Torontonians were on high alert late Saturday, after residents spotted an unidentified flying object in the night sky over Yonge Street and Sheppard Avenue.
Several videos were posted to YouTube and photos circulated on Twitter and Facebook.
"I don't believe in aliens, but now … I don't know what I saw tonight and I don't know what I should say about it anymore," a Facebook user, Roxanna Maleki, said in a video posted to her profile page.
Ms. Maleki described stepping out of a movie theatre to see "big shinning lights" hovering in the sky.
"I was so nervous," she said in the video. "Everybody was screaming, 'What the hell is that?'"
Witnesses appear to have turned to social media, rather than police, for protection. Police at 32 Division said they didn't receive any calls about the mysterious flying object.

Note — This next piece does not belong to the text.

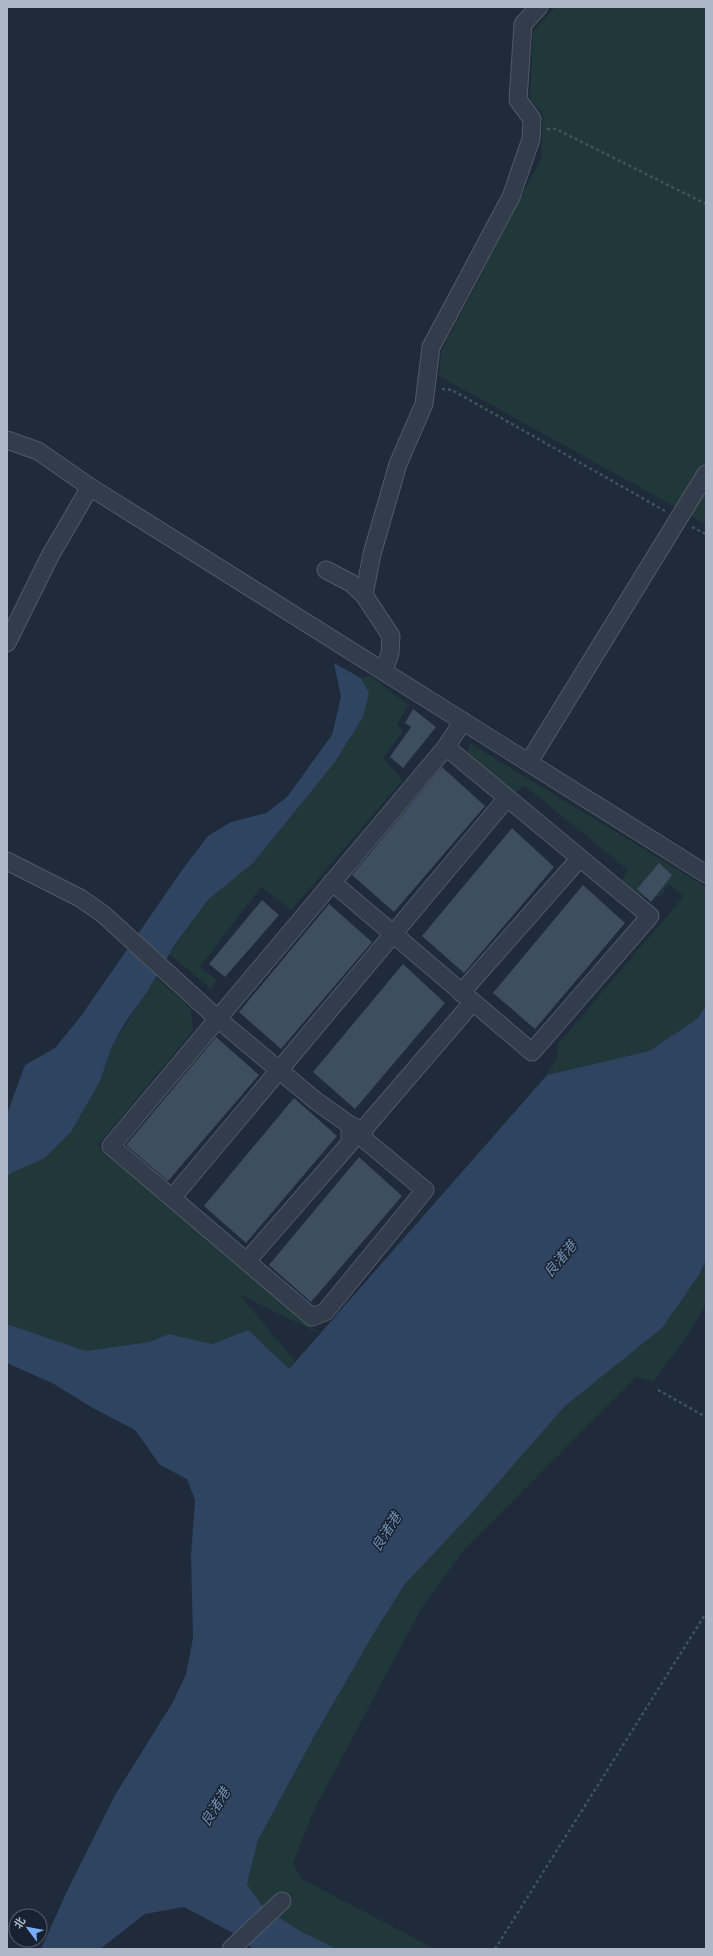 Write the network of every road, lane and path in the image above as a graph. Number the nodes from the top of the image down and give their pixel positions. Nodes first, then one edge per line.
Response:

Sarah Chun, a 36-year-old IT specialist, was sitting at the dinner table in her 15 floor condo late Saturday when she spotted something floating outside her window. She filmed the strange row of hovering lights using her ipad, and posted the results online. The clip has been viewed over 4,000 times.
"I guess that's the power of social media," she said. "People are very interested in the idea of UFOs."
One Toronto police officer on patrol that night Tweeted that he had heard from at least one concerned resident.
"I've been a police officer for 15 years. Tonight I have a first! My first report of a UFO!! He was serious," he wrote.
The officer, Constable Craig Brister, said that the UFO was a "quadcopter" a kind of remote-controlled drone, launched from a rooftop.
Constable Brian Harper, also of 32 Division, watched some of the videos that were posted online and also concluded the mysterious flying object was likely a remote-controlled drone.
"Remote controlled drones, you can buy them in any model store anywhere in the city," he said. "Put some lights up on them and fly them around the building."
Similar sightings happened even before high-tech drones were easy to buy, he said, when pranksters taped flashing lights to helium balloons.